— What to do —
Exact output of all the records is required.

:: Given entries ::

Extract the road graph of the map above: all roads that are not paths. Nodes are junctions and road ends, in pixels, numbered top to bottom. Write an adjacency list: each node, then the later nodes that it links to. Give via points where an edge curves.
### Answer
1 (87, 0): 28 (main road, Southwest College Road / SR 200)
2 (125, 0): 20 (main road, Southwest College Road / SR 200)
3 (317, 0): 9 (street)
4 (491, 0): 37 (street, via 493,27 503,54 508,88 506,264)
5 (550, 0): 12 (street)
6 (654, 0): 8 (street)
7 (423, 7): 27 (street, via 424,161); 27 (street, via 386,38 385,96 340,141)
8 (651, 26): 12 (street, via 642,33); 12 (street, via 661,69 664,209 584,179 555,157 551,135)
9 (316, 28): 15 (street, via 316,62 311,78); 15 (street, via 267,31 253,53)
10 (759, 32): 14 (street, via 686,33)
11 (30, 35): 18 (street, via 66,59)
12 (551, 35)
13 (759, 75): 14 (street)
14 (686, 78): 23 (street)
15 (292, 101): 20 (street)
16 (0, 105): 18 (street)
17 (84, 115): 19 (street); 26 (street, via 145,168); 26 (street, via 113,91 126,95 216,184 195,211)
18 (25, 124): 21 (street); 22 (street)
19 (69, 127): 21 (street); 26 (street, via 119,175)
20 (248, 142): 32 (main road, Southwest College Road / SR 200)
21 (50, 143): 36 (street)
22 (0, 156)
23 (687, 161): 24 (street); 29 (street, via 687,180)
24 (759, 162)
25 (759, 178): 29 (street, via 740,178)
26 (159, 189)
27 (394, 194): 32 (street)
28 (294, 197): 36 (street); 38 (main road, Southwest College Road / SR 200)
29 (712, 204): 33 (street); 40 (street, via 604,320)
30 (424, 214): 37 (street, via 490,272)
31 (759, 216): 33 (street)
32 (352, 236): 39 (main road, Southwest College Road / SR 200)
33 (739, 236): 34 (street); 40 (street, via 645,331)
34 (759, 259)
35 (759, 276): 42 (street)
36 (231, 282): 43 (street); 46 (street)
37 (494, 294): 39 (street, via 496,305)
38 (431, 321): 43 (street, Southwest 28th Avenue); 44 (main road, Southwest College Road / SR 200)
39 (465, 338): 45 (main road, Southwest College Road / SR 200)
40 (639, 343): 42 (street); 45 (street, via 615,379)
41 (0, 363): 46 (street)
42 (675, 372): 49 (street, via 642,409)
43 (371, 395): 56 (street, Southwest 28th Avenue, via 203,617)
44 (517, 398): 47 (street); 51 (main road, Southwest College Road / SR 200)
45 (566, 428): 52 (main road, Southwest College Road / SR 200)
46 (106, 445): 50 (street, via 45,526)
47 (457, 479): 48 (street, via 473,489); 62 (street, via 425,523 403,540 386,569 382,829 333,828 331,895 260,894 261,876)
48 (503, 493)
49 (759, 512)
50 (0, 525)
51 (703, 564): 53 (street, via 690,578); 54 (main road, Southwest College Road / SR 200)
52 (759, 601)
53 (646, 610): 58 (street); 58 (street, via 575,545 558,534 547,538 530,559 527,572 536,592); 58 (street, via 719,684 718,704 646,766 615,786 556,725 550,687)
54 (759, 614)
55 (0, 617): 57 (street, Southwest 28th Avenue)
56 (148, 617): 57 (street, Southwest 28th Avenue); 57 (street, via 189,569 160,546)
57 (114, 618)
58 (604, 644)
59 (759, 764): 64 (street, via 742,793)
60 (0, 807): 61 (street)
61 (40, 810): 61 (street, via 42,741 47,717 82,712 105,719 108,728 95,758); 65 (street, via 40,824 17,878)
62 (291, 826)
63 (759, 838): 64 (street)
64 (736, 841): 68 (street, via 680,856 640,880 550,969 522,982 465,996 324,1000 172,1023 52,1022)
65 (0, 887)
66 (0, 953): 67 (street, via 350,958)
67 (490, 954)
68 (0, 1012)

:::

— Exercise answer —
Extract the road graph of the map above: all roads that are not paths. Nodes are junctions and road ends, in pixels, numbered top to bottom. Write an adjacency list: each node, then the later nodes that it links to. Give via points where an edge curves.
### Answer
1 (87, 0): 28 (main road, Southwest College Road / SR 200)
2 (125, 0): 20 (main road, Southwest College Road / SR 200)
3 (317, 0): 9 (street)
4 (491, 0): 37 (street, via 493,27 503,54 508,88 506,264)
5 (550, 0): 12 (street)
6 (654, 0): 8 (street)
7 (423, 7): 27 (street, via 424,161); 27 (street, via 386,38 385,96 340,141)
8 (651, 26): 12 (street, via 642,33); 12 (street, via 661,69 664,209 584,179 555,157 551,135)
9 (316, 28): 15 (street, via 316,62 311,78); 15 (street, via 267,31 253,53)
10 (759, 32): 14 (street, via 686,33)
11 (30, 35): 18 (street, via 66,59)
12 (551, 35)
13 (759, 75): 14 (street)
14 (686, 78): 23 (street)
15 (292, 101): 20 (street)
16 (0, 105): 18 (street)
17 (84, 115): 19 (street); 26 (street, via 145,168); 26 (street, via 113,91 126,95 216,184 195,211)
18 (25, 124): 21 (street); 22 (street)
19 (69, 127): 21 (street); 26 (street, via 119,175)
20 (248, 142): 32 (main road, Southwest College Road / SR 200)
21 (50, 143): 36 (street)
22 (0, 156)
23 (687, 161): 24 (street); 29 (street, via 687,180)
24 (759, 162)
25 (759, 178): 29 (street, via 740,178)
26 (159, 189)
27 (394, 194): 32 (street)
28 (294, 197): 36 (street); 38 (main road, Southwest College Road / SR 200)
29 (712, 204): 33 (street); 40 (street, via 604,320)
30 (424, 214): 37 (street, via 490,272)
31 (759, 216): 33 (street)
32 (352, 236): 39 (main road, Southwest College Road / SR 200)
33 (739, 236): 34 (street); 40 (street, via 645,331)
34 (759, 259)
35 (759, 276): 42 (street)
36 (231, 282): 43 (street); 46 (street)
37 (494, 294): 39 (street, via 496,305)
38 (431, 321): 43 (street, Southwest 28th Avenue); 44 (main road, Southwest College Road / SR 200)
39 (465, 338): 45 (main road, Southwest College Road / SR 200)
40 (639, 343): 42 (street); 45 (street, via 615,379)
41 (0, 363): 46 (street)
42 (675, 372): 49 (street, via 642,409)
43 (371, 395): 56 (street, Southwest 28th Avenue, via 203,617)
44 (517, 398): 47 (street); 51 (main road, Southwest College Road / SR 200)
45 (566, 428): 52 (main road, Southwest College Road / SR 200)
46 (106, 445): 50 (street, via 45,526)
47 (457, 479): 48 (street, via 473,489); 62 (street, via 425,523 403,540 386,569 382,829 333,828 331,895 260,894 261,876)
48 (503, 493)
49 (759, 512)
50 (0, 525)
51 (703, 564): 53 (street, via 690,578); 54 (main road, Southwest College Road / SR 200)
52 (759, 601)
53 (646, 610): 58 (street); 58 (street, via 575,545 558,534 547,538 530,559 527,572 536,592); 58 (street, via 719,684 718,704 646,766 615,786 556,725 550,687)
54 (759, 614)
55 (0, 617): 57 (street, Southwest 28th Avenue)
56 (148, 617): 57 (street, Southwest 28th Avenue); 57 (street, via 189,569 160,546)
57 (114, 618)
58 (604, 644)
59 (759, 764): 64 (street, via 742,793)
60 (0, 807): 61 (street)
61 (40, 810): 61 (street, via 42,741 47,717 82,712 105,719 108,728 95,758); 65 (street, via 40,824 17,878)
62 (291, 826)
63 (759, 838): 64 (street)
64 (736, 841): 68 (street, via 680,856 640,880 550,969 522,982 465,996 324,1000 172,1023 52,1022)
65 (0, 887)
66 (0, 953): 67 (street, via 350,958)
67 (490, 954)
68 (0, 1012)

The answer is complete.